Reviews

Beauty is Prison-Time

Following a recent revamp the Lion and Unicorn Pub, home to the Giant Olive Theatre, is a rather nice little pub in Kentish town and the theatre itself is fairly spacious for its kind – well laid out with a good-size stage and suitably racked seating. Currently running a Gaea Theatre Festival to celebrate women playwrights, performers, directors and designers the first offering in the season is Beauty Is Prison-Time written and performed by Zoe Mavroudi.

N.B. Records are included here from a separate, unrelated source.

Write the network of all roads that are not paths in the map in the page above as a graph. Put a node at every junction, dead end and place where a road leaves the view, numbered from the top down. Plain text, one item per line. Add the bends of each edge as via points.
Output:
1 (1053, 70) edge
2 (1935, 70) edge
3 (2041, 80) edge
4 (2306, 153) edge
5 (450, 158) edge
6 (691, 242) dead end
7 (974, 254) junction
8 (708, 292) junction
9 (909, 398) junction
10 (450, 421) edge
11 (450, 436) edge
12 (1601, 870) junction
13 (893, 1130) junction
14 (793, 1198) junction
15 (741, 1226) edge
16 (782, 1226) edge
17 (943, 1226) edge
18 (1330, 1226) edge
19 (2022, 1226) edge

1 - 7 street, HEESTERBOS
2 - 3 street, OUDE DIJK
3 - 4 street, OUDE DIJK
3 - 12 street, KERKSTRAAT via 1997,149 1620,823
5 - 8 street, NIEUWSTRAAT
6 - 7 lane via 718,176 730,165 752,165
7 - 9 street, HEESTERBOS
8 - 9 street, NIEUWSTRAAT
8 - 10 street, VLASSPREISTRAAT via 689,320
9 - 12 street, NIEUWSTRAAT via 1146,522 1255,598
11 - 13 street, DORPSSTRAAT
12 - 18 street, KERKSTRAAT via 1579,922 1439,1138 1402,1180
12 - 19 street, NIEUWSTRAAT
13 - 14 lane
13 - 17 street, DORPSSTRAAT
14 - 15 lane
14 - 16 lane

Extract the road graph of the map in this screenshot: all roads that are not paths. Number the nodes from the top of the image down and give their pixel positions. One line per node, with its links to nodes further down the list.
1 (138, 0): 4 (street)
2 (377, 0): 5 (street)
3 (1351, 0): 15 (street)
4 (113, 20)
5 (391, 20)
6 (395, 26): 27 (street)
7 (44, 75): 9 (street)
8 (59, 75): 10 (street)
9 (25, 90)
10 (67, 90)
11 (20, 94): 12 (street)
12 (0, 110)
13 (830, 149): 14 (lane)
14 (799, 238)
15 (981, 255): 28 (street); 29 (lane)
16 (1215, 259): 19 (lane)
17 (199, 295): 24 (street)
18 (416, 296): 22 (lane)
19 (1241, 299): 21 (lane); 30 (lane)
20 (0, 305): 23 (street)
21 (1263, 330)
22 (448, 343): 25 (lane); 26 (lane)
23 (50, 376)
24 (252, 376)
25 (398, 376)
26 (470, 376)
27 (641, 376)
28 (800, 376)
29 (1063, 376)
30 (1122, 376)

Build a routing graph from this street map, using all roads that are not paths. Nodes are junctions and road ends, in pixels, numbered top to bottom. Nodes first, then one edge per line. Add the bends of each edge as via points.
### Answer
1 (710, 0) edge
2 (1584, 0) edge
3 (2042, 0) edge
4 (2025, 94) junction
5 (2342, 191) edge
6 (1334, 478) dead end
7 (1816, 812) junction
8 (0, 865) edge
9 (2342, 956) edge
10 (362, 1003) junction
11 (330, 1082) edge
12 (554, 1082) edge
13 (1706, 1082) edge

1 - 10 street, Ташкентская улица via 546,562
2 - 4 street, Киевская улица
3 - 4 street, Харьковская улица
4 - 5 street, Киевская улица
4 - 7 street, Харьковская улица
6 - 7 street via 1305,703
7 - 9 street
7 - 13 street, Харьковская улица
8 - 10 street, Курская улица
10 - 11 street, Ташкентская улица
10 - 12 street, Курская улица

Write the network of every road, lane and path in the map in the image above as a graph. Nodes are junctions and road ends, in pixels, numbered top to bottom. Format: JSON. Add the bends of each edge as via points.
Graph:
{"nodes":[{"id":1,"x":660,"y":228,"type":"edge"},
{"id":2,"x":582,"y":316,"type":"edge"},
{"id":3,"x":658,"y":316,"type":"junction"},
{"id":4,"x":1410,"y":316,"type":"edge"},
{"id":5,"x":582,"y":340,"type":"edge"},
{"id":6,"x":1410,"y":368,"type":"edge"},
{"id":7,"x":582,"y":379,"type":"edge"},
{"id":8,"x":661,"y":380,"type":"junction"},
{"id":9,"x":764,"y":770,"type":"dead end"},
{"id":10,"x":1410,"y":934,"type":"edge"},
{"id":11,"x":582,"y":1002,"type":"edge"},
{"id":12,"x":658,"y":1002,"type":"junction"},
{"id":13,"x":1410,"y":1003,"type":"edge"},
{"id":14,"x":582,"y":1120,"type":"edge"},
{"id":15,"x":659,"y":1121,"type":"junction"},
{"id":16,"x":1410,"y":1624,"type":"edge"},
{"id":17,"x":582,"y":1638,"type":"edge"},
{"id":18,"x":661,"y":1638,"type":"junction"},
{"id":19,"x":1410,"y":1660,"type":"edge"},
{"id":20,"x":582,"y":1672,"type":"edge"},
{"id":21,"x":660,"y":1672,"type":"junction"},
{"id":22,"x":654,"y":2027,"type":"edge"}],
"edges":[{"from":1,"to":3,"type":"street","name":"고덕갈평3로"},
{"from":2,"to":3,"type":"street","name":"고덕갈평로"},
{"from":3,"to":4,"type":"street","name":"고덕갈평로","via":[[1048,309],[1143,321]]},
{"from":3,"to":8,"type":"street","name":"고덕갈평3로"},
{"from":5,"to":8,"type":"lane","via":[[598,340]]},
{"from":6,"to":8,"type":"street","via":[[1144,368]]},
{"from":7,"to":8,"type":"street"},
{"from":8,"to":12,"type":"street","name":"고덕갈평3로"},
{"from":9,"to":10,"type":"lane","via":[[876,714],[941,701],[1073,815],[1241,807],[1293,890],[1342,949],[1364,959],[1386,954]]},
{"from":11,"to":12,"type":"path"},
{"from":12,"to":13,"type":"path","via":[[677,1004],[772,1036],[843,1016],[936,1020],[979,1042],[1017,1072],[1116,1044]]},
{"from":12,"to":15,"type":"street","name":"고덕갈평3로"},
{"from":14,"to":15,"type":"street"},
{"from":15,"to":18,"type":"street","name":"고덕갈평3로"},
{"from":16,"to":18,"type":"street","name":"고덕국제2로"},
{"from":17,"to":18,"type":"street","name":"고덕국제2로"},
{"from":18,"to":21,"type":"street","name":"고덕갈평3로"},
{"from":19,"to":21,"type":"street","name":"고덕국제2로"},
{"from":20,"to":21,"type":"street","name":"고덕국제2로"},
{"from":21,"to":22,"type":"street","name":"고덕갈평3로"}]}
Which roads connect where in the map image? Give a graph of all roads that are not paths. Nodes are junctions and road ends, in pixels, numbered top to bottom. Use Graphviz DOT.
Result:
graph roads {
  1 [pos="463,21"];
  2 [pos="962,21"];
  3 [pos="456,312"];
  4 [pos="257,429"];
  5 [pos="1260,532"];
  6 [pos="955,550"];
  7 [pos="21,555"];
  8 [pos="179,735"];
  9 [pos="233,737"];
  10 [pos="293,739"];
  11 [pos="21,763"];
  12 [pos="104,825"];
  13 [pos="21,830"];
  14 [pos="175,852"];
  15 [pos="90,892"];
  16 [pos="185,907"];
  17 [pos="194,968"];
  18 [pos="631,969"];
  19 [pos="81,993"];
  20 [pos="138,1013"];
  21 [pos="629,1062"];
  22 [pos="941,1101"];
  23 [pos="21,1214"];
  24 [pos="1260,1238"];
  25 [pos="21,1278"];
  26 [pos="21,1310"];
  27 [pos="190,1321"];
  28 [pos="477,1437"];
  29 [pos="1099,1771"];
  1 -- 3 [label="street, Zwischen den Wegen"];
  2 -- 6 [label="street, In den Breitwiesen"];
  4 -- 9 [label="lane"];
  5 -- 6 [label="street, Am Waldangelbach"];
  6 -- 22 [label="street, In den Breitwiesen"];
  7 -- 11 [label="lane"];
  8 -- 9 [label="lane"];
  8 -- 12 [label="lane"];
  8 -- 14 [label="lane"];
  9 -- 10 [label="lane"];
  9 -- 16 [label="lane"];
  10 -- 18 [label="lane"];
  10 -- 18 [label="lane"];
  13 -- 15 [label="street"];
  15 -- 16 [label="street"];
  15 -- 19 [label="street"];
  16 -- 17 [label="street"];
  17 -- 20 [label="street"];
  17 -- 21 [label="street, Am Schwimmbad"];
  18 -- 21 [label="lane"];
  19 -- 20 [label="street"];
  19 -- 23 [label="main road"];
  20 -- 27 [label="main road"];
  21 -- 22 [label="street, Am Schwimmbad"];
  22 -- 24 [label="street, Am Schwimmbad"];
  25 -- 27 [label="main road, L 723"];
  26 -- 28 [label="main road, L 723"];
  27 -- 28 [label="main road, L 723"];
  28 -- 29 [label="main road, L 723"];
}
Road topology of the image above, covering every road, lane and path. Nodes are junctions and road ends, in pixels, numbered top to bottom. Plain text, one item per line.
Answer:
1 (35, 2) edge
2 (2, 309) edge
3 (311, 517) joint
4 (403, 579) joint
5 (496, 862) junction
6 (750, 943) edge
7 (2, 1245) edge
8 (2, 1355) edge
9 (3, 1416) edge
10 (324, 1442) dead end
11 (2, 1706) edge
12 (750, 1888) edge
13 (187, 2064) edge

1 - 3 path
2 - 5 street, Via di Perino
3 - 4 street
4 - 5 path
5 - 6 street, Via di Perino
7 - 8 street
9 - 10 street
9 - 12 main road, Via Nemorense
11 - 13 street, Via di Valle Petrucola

Set in a Russian prison the play tells the story of Lyudmilla, a young inmate competing in the annual prison beauty pageant in the hopes of winning the coveted grand prize – parole. As she tells us her story she weaves seamlessly between past and present creating her costume and practising her poses in the now; while the then – her story of life in the Moscow underworld of trafficking, drugs and prostitution and her path to prison – comes slowly through.

Mavroudi is pitch perfect – instantly creating a rapport with her audience as she talks about her sewing prowess – “is prison record” and the oddities of the English language with its “ship” words – friendship, courtship – but none of them having anything to do with a boat. Her physicality is also impressive as she slides from inmate to judge; and naïve dancing girl in the “Club” to “Him” the club owner with a twist of her body and a slump of her shoulders.

Ciaran Cunningham’s lighting design is simple but effective – particularly the use of light and shadow on the pageant itself while Nikos Tsines and Mavroudi’s sound design certainly place you very firmly in a Russian world. Ika Avaliani’s set is suitably stark and allows Mavroudi the space and equipment she needs to create a whole world with only herself on stage. A particularly nice touch was the coat rail and coats as dancing partners.

An enjoyable piece with a stand-out performance from Mavroudi, this is certainly a wonderful celebration of women in theatre and while the view of Lyudmilla presented may be a little too rosy to give us a really honest understanding of her, as she would say “out” in the real world, it is her story after all and Mavroudi is sincere in the telling.